[Stored data entries]

════════

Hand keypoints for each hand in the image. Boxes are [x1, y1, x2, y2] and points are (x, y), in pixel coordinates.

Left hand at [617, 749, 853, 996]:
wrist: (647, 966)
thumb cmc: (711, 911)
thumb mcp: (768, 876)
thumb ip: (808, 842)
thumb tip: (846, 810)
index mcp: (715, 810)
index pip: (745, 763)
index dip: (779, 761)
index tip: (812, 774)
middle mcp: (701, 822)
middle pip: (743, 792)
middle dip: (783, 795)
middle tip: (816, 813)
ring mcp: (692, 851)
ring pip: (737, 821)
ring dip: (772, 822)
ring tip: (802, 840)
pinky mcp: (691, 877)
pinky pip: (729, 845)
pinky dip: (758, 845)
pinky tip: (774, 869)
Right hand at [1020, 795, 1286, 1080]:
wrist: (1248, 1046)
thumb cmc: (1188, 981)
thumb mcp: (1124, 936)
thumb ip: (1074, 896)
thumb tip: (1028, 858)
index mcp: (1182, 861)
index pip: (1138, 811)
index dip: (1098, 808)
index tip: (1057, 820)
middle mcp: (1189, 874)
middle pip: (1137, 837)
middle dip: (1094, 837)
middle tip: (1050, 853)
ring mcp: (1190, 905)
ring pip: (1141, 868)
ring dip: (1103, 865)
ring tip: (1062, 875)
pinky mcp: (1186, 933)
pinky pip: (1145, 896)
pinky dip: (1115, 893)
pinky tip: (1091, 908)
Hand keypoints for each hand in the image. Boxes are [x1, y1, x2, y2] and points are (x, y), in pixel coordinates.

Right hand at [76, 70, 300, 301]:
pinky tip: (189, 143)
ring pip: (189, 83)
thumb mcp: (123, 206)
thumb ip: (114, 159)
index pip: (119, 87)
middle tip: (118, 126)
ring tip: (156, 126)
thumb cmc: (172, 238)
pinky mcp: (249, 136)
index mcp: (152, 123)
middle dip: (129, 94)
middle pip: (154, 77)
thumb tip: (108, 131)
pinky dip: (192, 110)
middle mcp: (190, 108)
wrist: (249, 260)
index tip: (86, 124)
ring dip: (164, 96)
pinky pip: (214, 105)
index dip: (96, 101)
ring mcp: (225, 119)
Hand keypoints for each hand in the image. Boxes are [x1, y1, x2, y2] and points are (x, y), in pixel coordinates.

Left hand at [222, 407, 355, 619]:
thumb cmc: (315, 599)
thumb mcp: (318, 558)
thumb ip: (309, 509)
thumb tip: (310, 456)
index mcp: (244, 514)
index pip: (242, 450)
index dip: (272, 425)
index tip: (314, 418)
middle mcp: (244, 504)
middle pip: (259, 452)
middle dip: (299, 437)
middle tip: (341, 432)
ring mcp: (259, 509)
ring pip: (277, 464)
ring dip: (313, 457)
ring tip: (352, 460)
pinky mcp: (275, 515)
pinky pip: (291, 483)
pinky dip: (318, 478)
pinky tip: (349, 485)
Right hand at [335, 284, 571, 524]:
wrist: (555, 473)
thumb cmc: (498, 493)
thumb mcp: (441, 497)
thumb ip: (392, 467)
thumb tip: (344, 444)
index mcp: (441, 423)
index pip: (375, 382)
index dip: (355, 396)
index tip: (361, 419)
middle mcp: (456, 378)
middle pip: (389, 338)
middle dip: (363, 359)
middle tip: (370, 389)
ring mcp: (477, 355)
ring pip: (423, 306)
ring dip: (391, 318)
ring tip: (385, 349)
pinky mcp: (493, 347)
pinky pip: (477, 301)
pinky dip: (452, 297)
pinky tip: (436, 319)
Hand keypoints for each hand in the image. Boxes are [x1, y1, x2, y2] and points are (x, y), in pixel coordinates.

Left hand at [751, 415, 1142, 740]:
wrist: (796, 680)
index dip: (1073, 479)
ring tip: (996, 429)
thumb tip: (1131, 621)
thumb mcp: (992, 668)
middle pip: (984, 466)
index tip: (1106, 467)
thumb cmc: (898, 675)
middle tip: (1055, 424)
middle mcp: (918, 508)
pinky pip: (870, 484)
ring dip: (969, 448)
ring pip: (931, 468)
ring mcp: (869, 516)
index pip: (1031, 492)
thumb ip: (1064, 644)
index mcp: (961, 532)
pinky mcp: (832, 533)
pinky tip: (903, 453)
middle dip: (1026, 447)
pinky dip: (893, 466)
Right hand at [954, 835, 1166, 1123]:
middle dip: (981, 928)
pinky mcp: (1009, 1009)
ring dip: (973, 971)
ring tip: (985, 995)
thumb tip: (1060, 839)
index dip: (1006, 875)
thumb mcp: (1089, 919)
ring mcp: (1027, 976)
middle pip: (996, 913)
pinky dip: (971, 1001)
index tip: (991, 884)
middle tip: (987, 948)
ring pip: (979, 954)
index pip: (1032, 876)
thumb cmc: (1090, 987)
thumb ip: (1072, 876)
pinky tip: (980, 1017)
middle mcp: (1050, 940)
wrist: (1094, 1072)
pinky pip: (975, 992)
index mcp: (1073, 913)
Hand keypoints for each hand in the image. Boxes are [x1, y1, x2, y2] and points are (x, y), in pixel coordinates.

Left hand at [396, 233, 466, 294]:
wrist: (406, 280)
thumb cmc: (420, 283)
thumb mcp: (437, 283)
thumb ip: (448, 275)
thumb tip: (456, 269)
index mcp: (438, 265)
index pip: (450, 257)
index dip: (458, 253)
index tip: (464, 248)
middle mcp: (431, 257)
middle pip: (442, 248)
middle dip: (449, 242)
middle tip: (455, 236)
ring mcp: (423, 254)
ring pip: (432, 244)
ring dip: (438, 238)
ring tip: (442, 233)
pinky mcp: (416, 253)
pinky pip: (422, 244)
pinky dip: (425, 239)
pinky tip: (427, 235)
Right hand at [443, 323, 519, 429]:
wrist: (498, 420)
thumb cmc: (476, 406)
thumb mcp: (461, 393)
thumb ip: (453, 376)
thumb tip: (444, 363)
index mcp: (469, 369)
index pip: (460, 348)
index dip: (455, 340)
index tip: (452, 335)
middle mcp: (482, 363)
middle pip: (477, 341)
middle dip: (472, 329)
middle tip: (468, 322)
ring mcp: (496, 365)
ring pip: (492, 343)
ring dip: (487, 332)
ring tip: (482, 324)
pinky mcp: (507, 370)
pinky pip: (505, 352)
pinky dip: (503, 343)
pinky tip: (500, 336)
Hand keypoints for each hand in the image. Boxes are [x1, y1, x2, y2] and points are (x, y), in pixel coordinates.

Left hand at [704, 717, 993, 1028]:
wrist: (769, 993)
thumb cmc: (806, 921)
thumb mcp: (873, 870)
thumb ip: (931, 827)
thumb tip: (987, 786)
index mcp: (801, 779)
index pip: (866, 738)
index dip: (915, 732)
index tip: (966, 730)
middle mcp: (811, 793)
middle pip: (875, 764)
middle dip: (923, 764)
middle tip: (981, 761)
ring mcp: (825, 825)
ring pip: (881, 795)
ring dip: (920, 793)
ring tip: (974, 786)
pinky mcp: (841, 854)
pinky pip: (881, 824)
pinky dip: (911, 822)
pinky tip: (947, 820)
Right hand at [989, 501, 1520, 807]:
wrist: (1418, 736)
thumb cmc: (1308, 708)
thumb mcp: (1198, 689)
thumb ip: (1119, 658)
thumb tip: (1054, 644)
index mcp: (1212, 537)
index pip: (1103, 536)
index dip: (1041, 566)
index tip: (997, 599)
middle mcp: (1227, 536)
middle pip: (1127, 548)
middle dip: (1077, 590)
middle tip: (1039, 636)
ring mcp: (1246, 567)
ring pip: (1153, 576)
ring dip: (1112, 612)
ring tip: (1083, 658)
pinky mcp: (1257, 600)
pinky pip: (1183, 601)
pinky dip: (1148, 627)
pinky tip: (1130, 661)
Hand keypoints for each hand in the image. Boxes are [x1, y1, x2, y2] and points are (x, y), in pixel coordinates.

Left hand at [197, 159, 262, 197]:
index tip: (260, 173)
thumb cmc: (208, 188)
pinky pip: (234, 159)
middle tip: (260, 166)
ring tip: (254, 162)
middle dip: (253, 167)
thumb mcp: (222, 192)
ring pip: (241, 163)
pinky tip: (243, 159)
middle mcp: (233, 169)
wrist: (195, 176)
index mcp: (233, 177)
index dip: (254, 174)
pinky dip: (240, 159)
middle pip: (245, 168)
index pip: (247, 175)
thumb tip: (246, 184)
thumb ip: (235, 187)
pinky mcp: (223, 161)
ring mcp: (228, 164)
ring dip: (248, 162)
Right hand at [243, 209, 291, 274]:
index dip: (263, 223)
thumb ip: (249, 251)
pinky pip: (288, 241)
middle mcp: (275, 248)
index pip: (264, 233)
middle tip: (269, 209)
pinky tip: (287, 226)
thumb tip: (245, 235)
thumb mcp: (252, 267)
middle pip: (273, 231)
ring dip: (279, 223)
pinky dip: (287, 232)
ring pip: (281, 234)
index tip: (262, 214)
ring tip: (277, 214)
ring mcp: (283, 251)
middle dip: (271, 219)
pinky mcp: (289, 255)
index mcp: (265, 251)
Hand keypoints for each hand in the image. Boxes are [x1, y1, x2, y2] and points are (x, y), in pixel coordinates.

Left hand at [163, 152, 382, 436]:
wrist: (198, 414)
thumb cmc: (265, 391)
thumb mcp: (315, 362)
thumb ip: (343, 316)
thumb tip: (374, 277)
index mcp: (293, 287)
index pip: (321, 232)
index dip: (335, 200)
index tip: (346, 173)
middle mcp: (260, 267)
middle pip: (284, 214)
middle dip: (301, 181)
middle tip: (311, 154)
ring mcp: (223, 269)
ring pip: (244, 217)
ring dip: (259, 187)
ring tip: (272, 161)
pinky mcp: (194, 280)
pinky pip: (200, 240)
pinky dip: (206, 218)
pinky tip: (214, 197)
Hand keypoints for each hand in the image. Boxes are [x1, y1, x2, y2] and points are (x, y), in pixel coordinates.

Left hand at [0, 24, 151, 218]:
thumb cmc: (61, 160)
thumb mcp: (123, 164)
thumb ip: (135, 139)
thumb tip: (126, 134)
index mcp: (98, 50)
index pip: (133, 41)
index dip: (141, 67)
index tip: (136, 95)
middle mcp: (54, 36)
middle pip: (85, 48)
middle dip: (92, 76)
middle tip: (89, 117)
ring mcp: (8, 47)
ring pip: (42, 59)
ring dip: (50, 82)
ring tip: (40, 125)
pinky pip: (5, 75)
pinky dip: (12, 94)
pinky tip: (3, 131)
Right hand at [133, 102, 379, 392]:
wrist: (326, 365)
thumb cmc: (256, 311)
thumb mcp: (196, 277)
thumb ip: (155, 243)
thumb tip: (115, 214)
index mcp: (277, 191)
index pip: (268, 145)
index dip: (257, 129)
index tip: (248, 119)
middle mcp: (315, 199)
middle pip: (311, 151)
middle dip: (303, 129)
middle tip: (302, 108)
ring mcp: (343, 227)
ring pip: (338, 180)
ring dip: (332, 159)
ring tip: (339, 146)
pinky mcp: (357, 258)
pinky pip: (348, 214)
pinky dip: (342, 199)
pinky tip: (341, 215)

════════

**EXERCISE PROMPT**
Transcribe the records above from the line holding "thumb mcp: (315, 362)" down to the line holding "pinky pip: (200, 240)", inclusive, without adding anything.

**ANSWER AREA**
thumb mcp: (315, 362)
thumb ip: (343, 316)
thumb tip: (374, 277)
index mcp: (293, 287)
index pip: (321, 232)
index dip: (335, 200)
index tip: (346, 173)
middle mcp: (260, 267)
middle pip: (284, 214)
middle dip: (301, 181)
middle tip: (311, 154)
ring mcp: (223, 269)
ring pip: (244, 217)
ring dip: (259, 187)
ring tip: (272, 161)
pinky mcp: (194, 280)
pinky pip: (200, 240)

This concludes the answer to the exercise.